"Full-Text" Search? High Performance Queries!
Apache Lucene is one of the leading full-text indexing frameworks. Actually, from my point of view, the term full-text index/search is somewhat misleading. At least from the "marketing" point of view. For the application developer, Lucene is a framework providing a powerful and very performant query API. For certain, indexing is the technical basis for that, and Lucene allows to index hugh amounts of data: Data is organised in chunks called "documents" and a document can have several fields (name/value pairs). But most appealing for developers, Lucene provides a variety of query options like:
- Search for keywords ("Java")
- Search with wildcards ("Java*" )
- Fuzzy search ("Java~" finds also "Lava")
- Search of terms located close together ("Java Applicationserver~4" both terms within four words)
- Range queries ("500-700")
And additionally these queries can be applied to various fields plus used in combination, i.e. a query like this would be feasible: "Find all Books from Author name is approximiately X where the word Y is in the title, published by publisher C or D and that was published between 1998 and 2003".
Besides the Query API the Lucene framework also offers a query parser, that can be used for user interfaces: The parser eventually uses the abovementioned query API.
Lucenes main application "the usual suspects" are problems like: indexing web-sites, indexing PDF, Office documents on a file server, indexing Wikis (Wikipedia) and so on. Yet, regarding these powerful query options, Lucene is recently used in some projects replacing traditional databases. This can be a good idea, when large amounts of data have to be accessed efficiently, access is mostly read only (few changes/writes) and transactions are not important. Objects could be serialised, e.g., in XML and stored on disk and added to the Lucene index. This can be an easier procedure then using databases. There are drawbacks, of course, like the fact, that data is not as highly structured as in relational databases.
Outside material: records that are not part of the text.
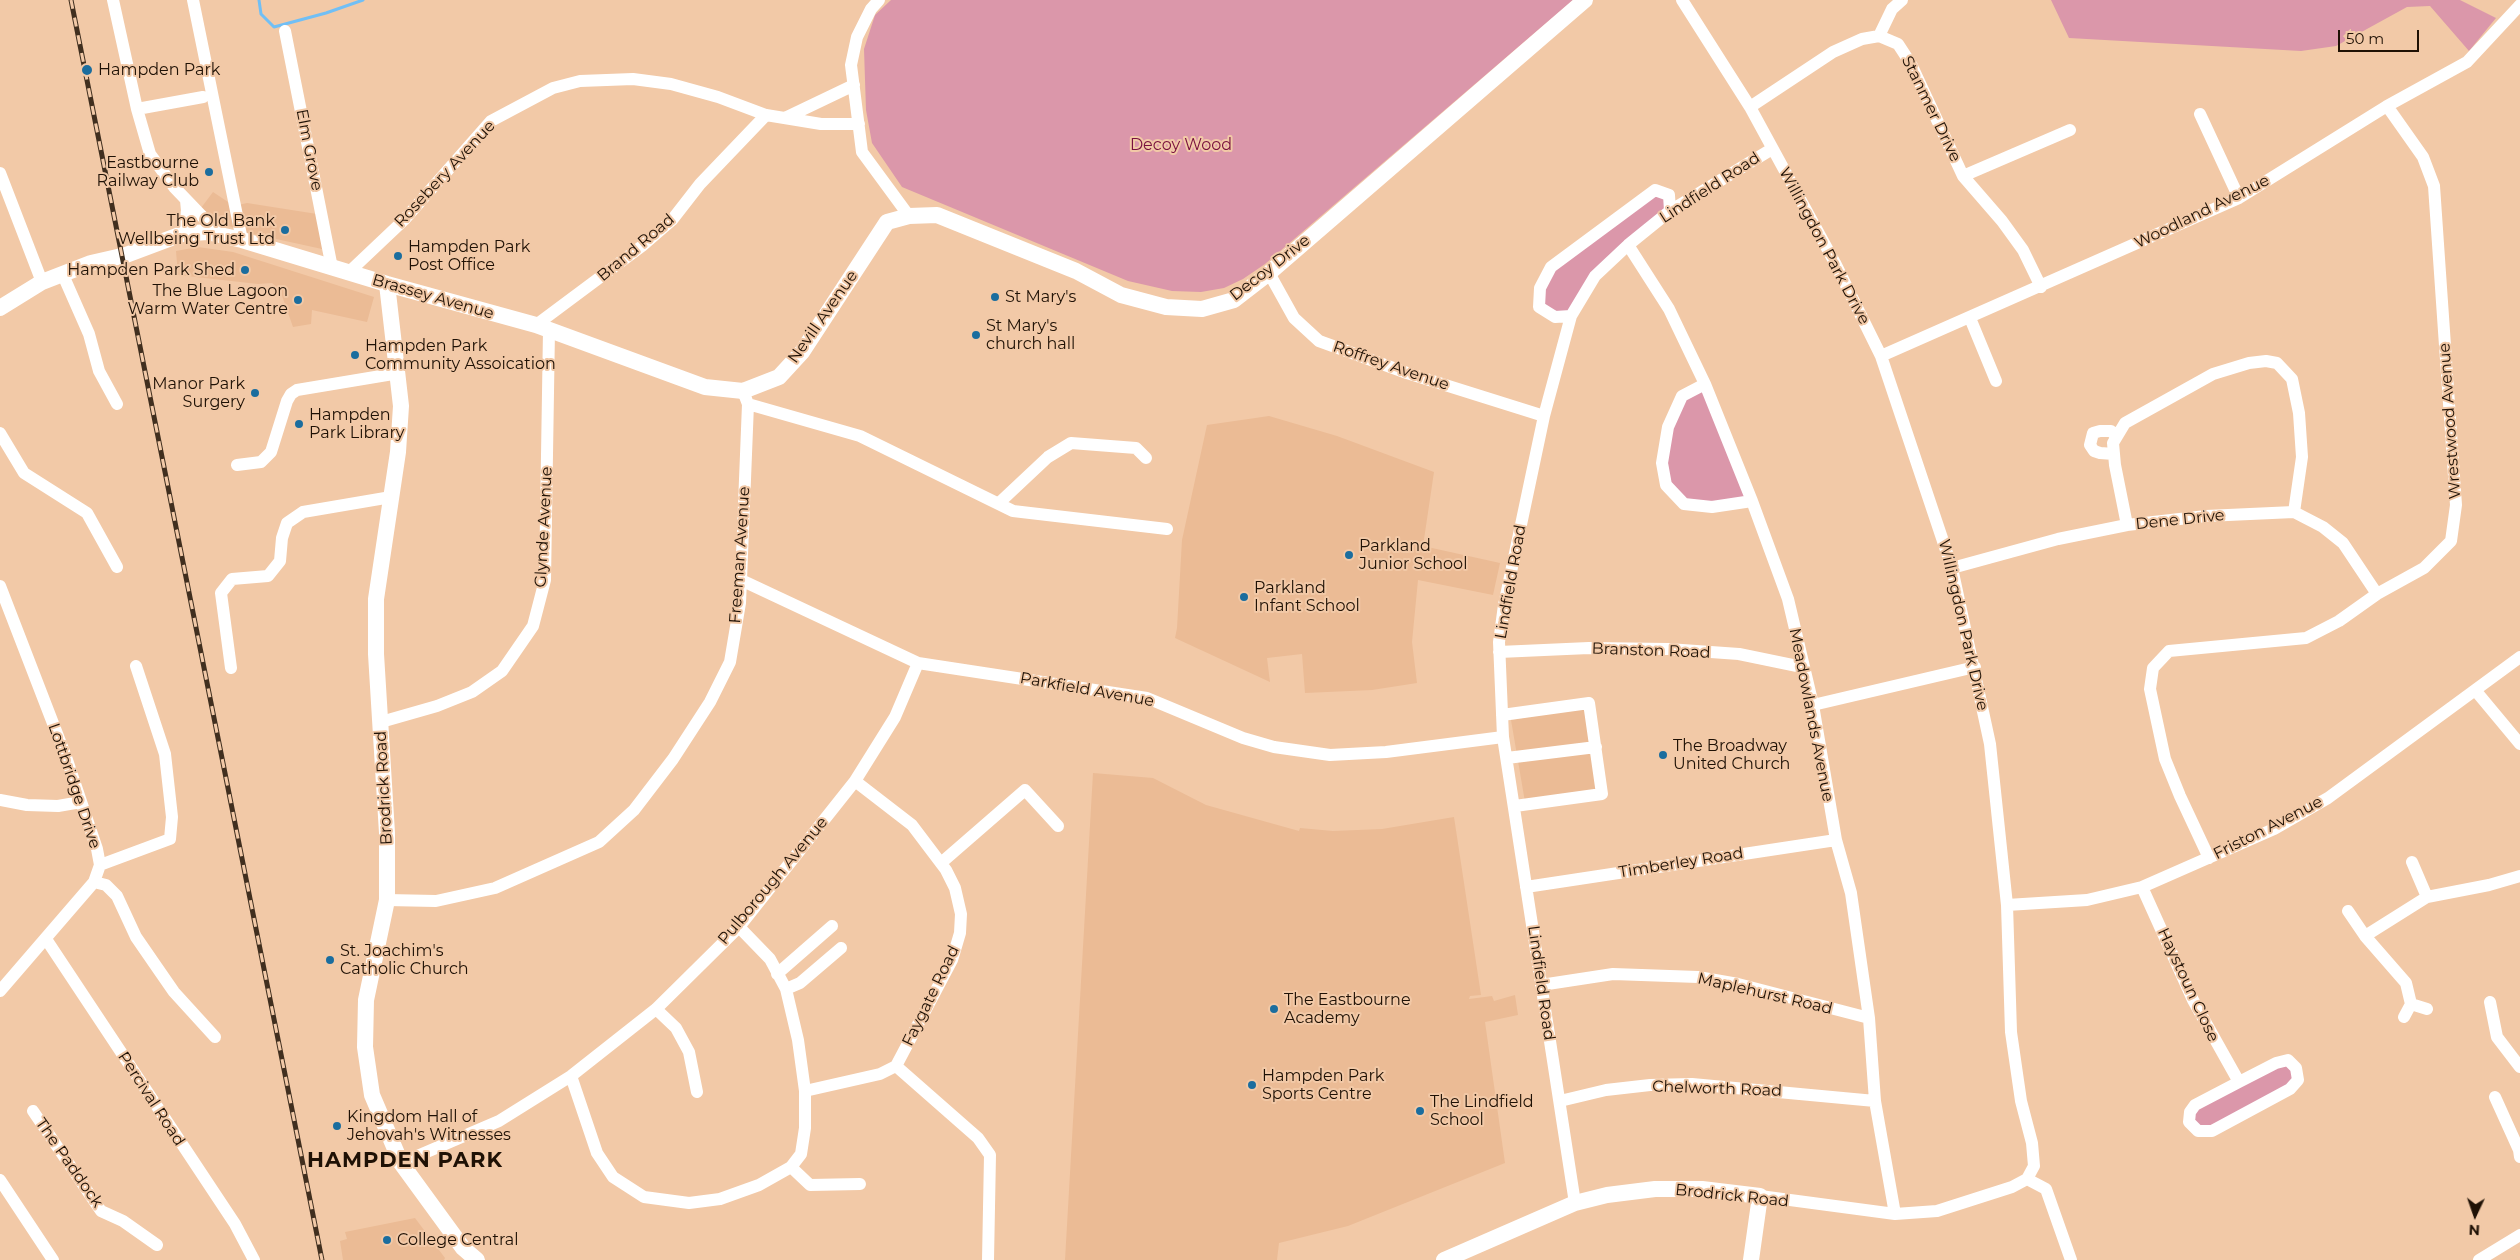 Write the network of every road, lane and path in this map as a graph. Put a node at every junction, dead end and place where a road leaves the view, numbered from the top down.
1 (113, 0) edge
2 (193, 0) edge
3 (879, 0) edge
4 (1585, 0) edge
5 (1682, 0) edge
6 (1902, 0) edge
7 (2520, 6) edge
8 (285, 31) dead end
9 (1879, 36) junction
10 (854, 85) junction
11 (203, 97) dead end
12 (2387, 106) junction
13 (1750, 107) junction
14 (137, 109) junction
15 (2200, 114) dead end
16 (766, 115) junction
17 (785, 118) junction
18 (859, 124) junction
19 (2070, 130) dead end
20 (1772, 149) junction
21 (0, 173) edge
22 (1963, 176) junction
23 (2238, 198) junction
24 (186, 200) junction
25 (1670, 211) junction
26 (909, 216) junction
27 (887, 222) joint
28 (182, 234) junction
29 (219, 234) junction
30 (242, 240) junction
31 (1628, 245) junction
32 (340, 270) junction
33 (1269, 273) junction
34 (63, 275) junction
35 (42, 282) junction
36 (387, 284) junction
37 (2041, 287) junction
38 (0, 308) edge
39 (1571, 316) junction
40 (1970, 318) junction
41 (543, 328) junction
42 (1881, 356) junction
43 (399, 373) junction
44 (1996, 381) dead end
45 (1705, 384) junction
46 (746, 397) junction
47 (117, 404) dead end
48 (1544, 416) junction
49 (0, 434) edge
50 (2116, 436) junction
51 (2114, 454) junction
52 (1146, 458) dead end
53 (237, 465) dead end
54 (391, 497) junction
55 (1752, 501) junction
56 (999, 504) junction
57 (2294, 512) junction
58 (2127, 525) junction
59 (1167, 529) dead end
60 (117, 567) dead end
61 (1952, 568) junction
62 (741, 580) junction
63 (0, 586) edge
64 (2377, 594) junction
65 (1499, 652) junction
66 (2520, 657) edge
67 (918, 663) junction
68 (136, 666) dead end
69 (1802, 667) junction
70 (1975, 667) junction
71 (231, 668) dead end
72 (2475, 690) junction
73 (1813, 705) junction
74 (1502, 715) junction
75 (381, 722) junction
76 (1503, 737) junction
77 (2520, 744) edge
78 (1596, 747) junction
79 (1507, 758) junction
80 (855, 781) junction
81 (0, 800) edge
82 (81, 802) junction
83 (1514, 806) junction
84 (1058, 826) dead end
85 (1836, 840) junction
86 (2209, 858) junction
87 (2412, 862) dead end
88 (941, 863) junction
89 (100, 865) junction
90 (2520, 876) edge
91 (94, 882) junction
92 (1526, 887) junction
93 (2142, 887) junction
94 (2427, 898) junction
95 (387, 900) junction
96 (2007, 905) junction
97 (2348, 911) dead end
98 (832, 926) dead end
99 (739, 927) junction
100 (2365, 936) junction
101 (46, 939) junction
102 (841, 948) dead end
103 (777, 974) junction
104 (1541, 985) junction
105 (786, 989) junction
106 (0, 991) edge
107 (2490, 1002) dead end
108 (2411, 1004) junction
109 (656, 1009) junction
110 (2427, 1009) dead end
111 (2404, 1017) dead end
112 (1869, 1018) junction
113 (215, 1037) dead end
114 (896, 1066) junction
115 (2520, 1067) edge
116 (571, 1076) junction
117 (2239, 1082) junction
118 (697, 1092) dead end
119 (806, 1092) junction
120 (2495, 1097) dead end
121 (1560, 1101) junction
122 (1874, 1101) junction
123 (33, 1111) dead end
124 (2520, 1157) edge
125 (401, 1163) junction
126 (791, 1167) junction
127 (2027, 1178) junction
128 (0, 1180) edge
129 (860, 1184) dead end
130 (1760, 1196) junction
131 (1575, 1203) junction
132 (1895, 1214) junction
133 (2520, 1235) edge
134 (157, 1245) dead end
135 (53, 1260) edge
136 (254, 1260) edge
137 (477, 1260) edge
138 (988, 1260) edge
139 (1444, 1260) edge
140 (1751, 1260) edge
141 (2071, 1260) edge
142 (2480, 1260) edge

1 - 14 street
2 - 30 street
3 - 10 street
4 - 33 street, Decoy Drive
5 - 13 street, Willingdon Park Drive
6 - 9 street
7 - 12 street, Woodland Avenue
8 - 32 street, Elm Grove
9 - 13 street
9 - 22 street, Stanmer Drive
10 - 17 street
10 - 18 street
11 - 14 street
12 - 23 street, Woodland Avenue
12 - 64 street, Wrestwood Avenue
13 - 20 street, Willingdon Park Drive
14 - 24 street
15 - 23 street
16 - 17 street, Rosebery Avenue
16 - 32 street, Rosebery Avenue
16 - 41 street, Brand Road
17 - 18 street, Rosebery Avenue
18 - 26 street
19 - 22 street
20 - 25 street, Lindfield Road
20 - 42 street, Willingdon Park Drive
21 - 35 street
22 - 37 street, Stanmer Drive
23 - 37 street, Woodland Avenue
24 - 28 street
24 - 29 street
25 - 31 street, Lindfield Road
25 - 39 street
26 - 27 street, Decoy Drive
26 - 33 street, Decoy Drive
27 - 46 street, Nevill Avenue
28 - 29 street, Brassey Avenue
28 - 34 street, Brassey Avenue
29 - 30 street, Brassey Avenue
30 - 32 street, Brassey Avenue
31 - 39 street, Lindfield Road
31 - 45 street, Meadowlands Avenue
32 - 36 street, Brassey Avenue
33 - 48 street, Roffrey Avenue
34 - 35 street, Brassey Avenue
34 - 47 street
35 - 38 street, Brassey Avenue
36 - 41 street, Brassey Avenue
36 - 43 street, Brodrick Road
37 - 40 street, Woodland Avenue
39 - 48 street, Lindfield Road
40 - 42 street, Woodland Avenue
40 - 44 street
41 - 46 street, Brassey Avenue
41 - 75 street, Glynde Avenue
42 - 61 street, Willingdon Park Drive
43 - 53 street
43 - 54 street, Brodrick Road
45 - 55 street, Meadowlands Avenue
45 - 55 street
46 - 56 street
46 - 62 street, Freeman Avenue
48 - 65 street, Lindfield Road
49 - 60 street
50 - 51 street
50 - 51 street
50 - 57 street
51 - 58 street
52 - 56 street
54 - 71 street
54 - 75 street, Brodrick Road
55 - 69 street, Meadowlands Avenue
56 - 59 street
57 - 58 street, Dene Drive
57 - 64 street, Dene Drive
58 - 61 street, Dene Drive
61 - 70 street, Willingdon Park Drive
62 - 67 street, Parkfield Avenue
62 - 95 street, Freeman Avenue
63 - 82 street, Lottbridge Drive
64 - 86 street, Wrestwood Avenue
65 - 69 street, Branston Road
65 - 74 street, Lindfield Road
66 - 72 street, Friston Avenue
67 - 76 street, Parkfield Avenue
67 - 80 street, Pulborough Avenue
68 - 89 street
69 - 73 street, Meadowlands Avenue
70 - 73 street
70 - 96 street, Willingdon Park Drive
72 - 77 street
72 - 86 street, Friston Avenue
73 - 85 street, Meadowlands Avenue
74 - 76 street, Lindfield Road
74 - 78 street
75 - 95 street, Brodrick Road
76 - 79 street, Lindfield Road
78 - 79 street
78 - 83 street
79 - 83 street, Lindfield Road
80 - 88 street, Faygate Road
80 - 99 street, Pulborough Avenue
81 - 82 street
82 - 89 street, Lottbridge Drive
83 - 92 street, Lindfield Road
84 - 88 street
85 - 92 street, Timberley Road
85 - 112 street, Meadowlands Avenue
86 - 93 street, Friston Avenue
87 - 94 street
88 - 114 street, Faygate Road
89 - 91 street, Lottbridge Drive
90 - 94 street
91 - 101 street
91 - 113 street
92 - 104 street, Lindfield Road
93 - 96 street, Friston Avenue
93 - 117 street, Haystoun Close
94 - 100 street
95 - 125 street, Brodrick Road
96 - 127 street, Willingdon Park Drive
97 - 100 street
98 - 103 street
99 - 103 street
99 - 109 street, Pulborough Avenue
100 - 108 street
101 - 106 street
101 - 136 street, Percival Road
102 - 105 street
103 - 105 street
104 - 112 street, Maplehurst Road
104 - 121 street, Lindfield Road
105 - 119 street
107 - 115 street
108 - 110 street
108 - 111 street
109 - 116 street, Pulborough Avenue
109 - 118 street
112 - 122 street, Meadowlands Avenue
114 - 119 street, Faygate Road
114 - 138 street
116 - 125 street, Pulborough Avenue
116 - 126 street
117 - 117 street
119 - 126 street
120 - 124 street
121 - 122 street, Chelworth Road
121 - 131 street, Lindfield Road
122 - 132 street, Meadowlands Avenue
123 - 134 street, The Paddock
125 - 137 street, Brodrick Road
126 - 129 street
127 - 132 street, Brodrick Road
127 - 141 street
128 - 135 street
130 - 131 street, Brodrick Road
130 - 132 street, Brodrick Road
130 - 140 street
131 - 139 street, Brodrick Road
133 - 142 street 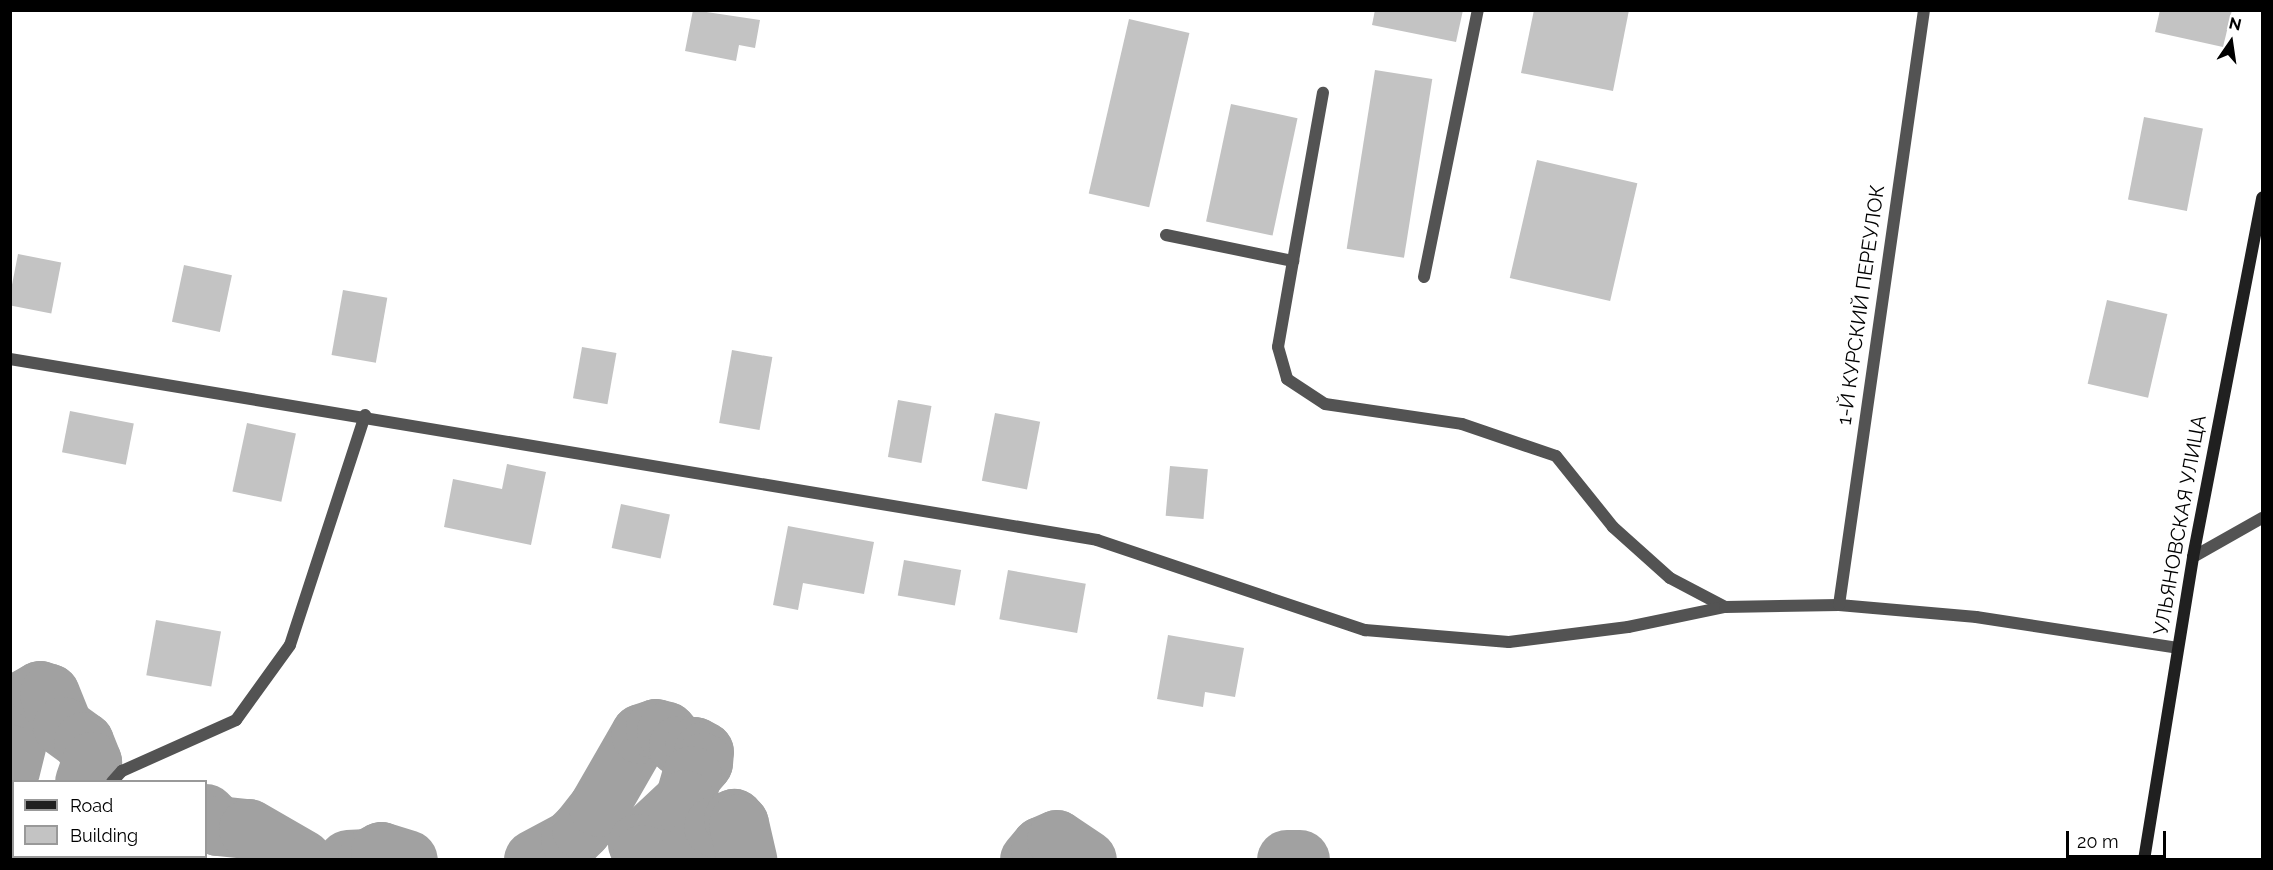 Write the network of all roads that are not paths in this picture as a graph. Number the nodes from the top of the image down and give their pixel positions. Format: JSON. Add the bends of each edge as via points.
{"nodes":[{"id":1,"x":1478,"y":10,"type":"edge"},
{"id":2,"x":1924,"y":10,"type":"edge"},
{"id":3,"x":1323,"y":93,"type":"dead end"},
{"id":4,"x":2262,"y":198,"type":"edge"},
{"id":5,"x":1166,"y":235,"type":"dead end"},
{"id":6,"x":1293,"y":261,"type":"junction"},
{"id":7,"x":1424,"y":277,"type":"dead end"},
{"id":8,"x":10,"y":359,"type":"edge"},
{"id":9,"x":365,"y":415,"type":"junction"},
{"id":10,"x":2262,"y":518,"type":"edge"},
{"id":11,"x":2193,"y":557,"type":"junction"},
{"id":12,"x":1839,"y":605,"type":"junction"},
{"id":13,"x":1725,"y":607,"type":"junction"},
{"id":14,"x":2178,"y":648,"type":"junction"},
{"id":15,"x":114,"y":780,"type":"edge"},
{"id":16,"x":2144,"y":860,"type":"edge"}],
"edges":[{"from":1,"to":7,"type":"street"},
{"from":2,"to":12,"type":"street","name":"1-Й КУРСКИЙ ПЕРЕУЛОК"},
{"from":3,"to":6,"type":"street"},
{"from":4,"to":11,"type":"main road","name":"УЛЬЯНОВСКАЯ УЛИЦА"},
{"from":5,"to":6,"type":"street"},
{"from":6,"to":13,"type":"street","via":[[1278,347],[1287,379],[1325,404],[1462,424],[1556,456],[1613,527],[1670,578]]},
{"from":8,"to":9,"type":"street"},
{"from":9,"to":13,"type":"street","via":[[1097,540],[1365,630],[1509,642],[1628,627]]},
{"from":9,"to":15,"type":"street","via":[[290,645],[236,720],[122,771]]},
{"from":10,"to":11,"type":"street"},
{"from":11,"to":14,"type":"main road","name":"УЛЬЯНОВСКАЯ УЛИЦА"},
{"from":12,"to":13,"type":"street"},
{"from":12,"to":14,"type":"street","via":[[1976,617]]},
{"from":14,"to":16,"type":"main road","name":"УЛЬЯНОВСКАЯ УЛИЦА"}]}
Szabolcs wrote more about this topic in his diploma thesis (see below) and will probably add some thoughts here in the BLOG soon.
Lucene "Multilingual"The success of the Lucene project, that originated as Java project in the Apache Software pool, is meanwhile followed by ports to other languages like: Perl, Python, C++, Ruby and .net. However, it should be noted, that not all port yet show the same quality as the Java version.
Some ExperiencesLuke
One additional tip for work with Lucene is
Luke:
Luke is a very handy tool, that allows to inspect Lucene indices. As they are stored in binary form, they are hardly accessible with other editors. And in developing Lucene applications, Luke is very helpful in checking, whether the index really looks as expected.
Learning LuceneUnfortunately the documentation of the Lucene project is weak. Particularly the material for new users. This is unfortunate, because the project is excellent and this lack of documentation might give a wrong impression. However, there is a good book, that is recommended for every serious Lucene user:
Lucene in Action from Otis Gospodnetic and Erik Hatcher. On the website of the book, also two chapters and some examples can be downloaded.
Remark: Sorry for my previous mistake: First I forgot to mention one of the two authors, and then I wrote the name of the other one wrong...I wrote a brief introduction to Lucene in the current
Infoweek.ch magazine (german/swiss).